Precision casting characteristics of induction melting equipment
In precision casting processes, especially in "equal" processes, metal temperature is a dominant factor and, therefore, has a direct impact on many quality characteristics. If the measurement and control are not proper, the difference in metal temperature will affect the finished casting size, grain size, porosity (surface and interior), mechanical properties, product quality (ie, the tendency of hot tear), and the fullness of the thin-walled portion. Have an impact.

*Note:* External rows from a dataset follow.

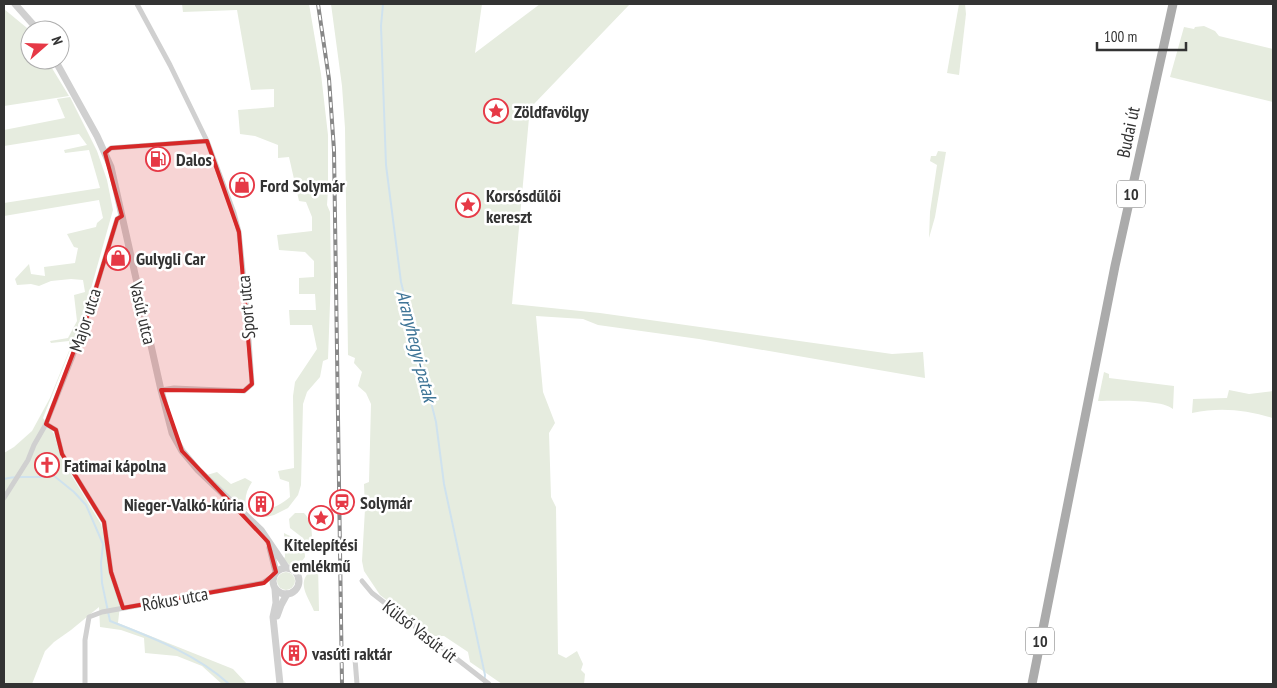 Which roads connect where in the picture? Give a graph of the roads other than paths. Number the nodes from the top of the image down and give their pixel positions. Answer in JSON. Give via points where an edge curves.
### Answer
{"nodes":[{"id":1,"x":16,"y":4,"type":"edge"},
{"id":2,"x":136,"y":4,"type":"edge"},
{"id":3,"x":1173,"y":4,"type":"edge"},
{"id":4,"x":30,"y":20,"type":"edge"},
{"id":5,"x":60,"y":70,"type":"edge"},
{"id":6,"x":207,"y":141,"type":"junction"},
{"id":7,"x":105,"y":153,"type":"junction"},
{"id":8,"x":122,"y":216,"type":"junction"},
{"id":9,"x":161,"y":390,"type":"junction"},
{"id":10,"x":46,"y":424,"type":"junction"},
{"id":11,"x":4,"y":498,"type":"edge"},
{"id":12,"x":268,"y":542,"type":"junction"},
{"id":13,"x":286,"y":568,"type":"junction"},
{"id":14,"x":274,"y":574,"type":"junction"},
{"id":15,"x":362,"y":581,"type":"dead end"},
{"id":16,"x":262,"y":583,"type":"junction"},
{"id":17,"x":275,"y":588,"type":"junction"},
{"id":18,"x":287,"y":594,"type":"junction"},
{"id":19,"x":122,"y":608,"type":"junction"},
{"id":20,"x":274,"y":629,"type":"junction"},
{"id":21,"x":355,"y":658,"type":"dead end"},
{"id":22,"x":85,"y":684,"type":"edge"},
{"id":23,"x":280,"y":684,"type":"edge"},
{"id":24,"x":357,"y":684,"type":"edge"},
{"id":25,"x":489,"y":684,"type":"edge"},
{"id":26,"x":1032,"y":684,"type":"edge"}],
"edges":[{"from":1,"to":4,"type":"street"},
{"from":2,"to":6,"type":"street","name":"Sport utca"},
{"from":3,"to":26,"type":"main road","name":"Budai út","number":"10","via":[[1115,266]]},
{"from":5,"to":7,"type":"street","name":"Vasút utca"},
{"from":6,"to":7,"type":"street","via":[[111,148]]},
{"from":6,"to":9,"type":"street","name":"Sport utca","via":[[238,232],[252,384],[244,391]]},
{"from":7,"to":8,"type":"street","name":"Vasút utca"},
{"from":8,"to":9,"type":"street","name":"Vasút utca"},
{"from":8,"to":10,"type":"street","name":"Major utca","via":[[116,219],[88,314]]},
{"from":9,"to":12,"type":"street","name":"Vasút utca","via":[[172,433],[182,451],[252,520]]},
{"from":10,"to":11,"type":"street","name":"Major utca"},
{"from":10,"to":19,"type":"street","via":[[56,430],[62,454],[104,522],[111,572]]},
{"from":12,"to":13,"type":"street","name":"Vasút utca"},
{"from":12,"to":14,"type":"street","name":"Vasút utca","via":[[274,560]]},
{"from":13,"to":14,"type":"street"},
{"from":13,"to":18,"type":"street","via":[[296,573],[299,582],[296,589]]},
{"from":14,"to":16,"type":"street","name":"Rókus utca"},
{"from":14,"to":17,"type":"street"},
{"from":15,"to":25,"type":"street","name":"Külső Vasút út"},
{"from":16,"to":17,"type":"street","name":"Rókus utca"},
{"from":16,"to":19,"type":"street","name":"Rókus utca"},
{"from":17,"to":18,"type":"street"},
{"from":17,"to":20,"type":"street"},
{"from":18,"to":20,"type":"street","via":[[278,611]]},
{"from":19,"to":22,"type":"street","name":"Rókus utca","via":[[89,617]]},
{"from":20,"to":23,"type":"street"},
{"from":21,"to":24,"type":"street"}]}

Therefore, improved metal temperature measurement and control will improve quality and productivity, reduce maintenance and labor costs, and reduce testing costs and liability costs. Difficulty in temperature measurement
Precision casting, especially precision casting using inductive melting equipment, typically uses some type of non-contact infrared radiant thermocouple or pyrometer as the primary or secondary means of metal temperature measurement. People using conventional pyrometers may not be aware of the potential sources of error in their measurements, but simply pay attention to the "precision" technical conditions of the instrument and are often misled. These precision technical conditions are only ideal targets in a laboratory environment. Some situations in the real world can lead to surprisingly high measurement error values, including but not limited to the following:
1. Unknown/changing emissivity—multiple alloys, perturbation effects, temperature and wavelength dependence, and compositional changes during processing, all of which contribute to the unpredictability of emissivity.
2. Steam Emission: For high pressure melting (close to and above atmospheric pressure), gases that escape from the bath or crucible increase or decrease heat radiation, thus causing errors. 3. Observing hole obstacles: For most instruments, any weakening of the signal will cause a drop in the temperature indication value; the dirt on the observation window affects the accuracy of most pyrometers. 4. Observe the glazing material: not all glasses have the same transmission properties; some are “grey”, while others have a transmittance that varies with wavelength. This can cause conventional pyrometers to fail.
5. Verification: The industry standard is verified once a year. However, the drift and failure of the instrument have its own schedule. It is ideal to verify all the optical components used in the factory (observation glass or sight glass).
6. Instrument calibration: Aiming through the lens requires accurate overlap of the two optical paths, which affects all grades of conventional pyrometers.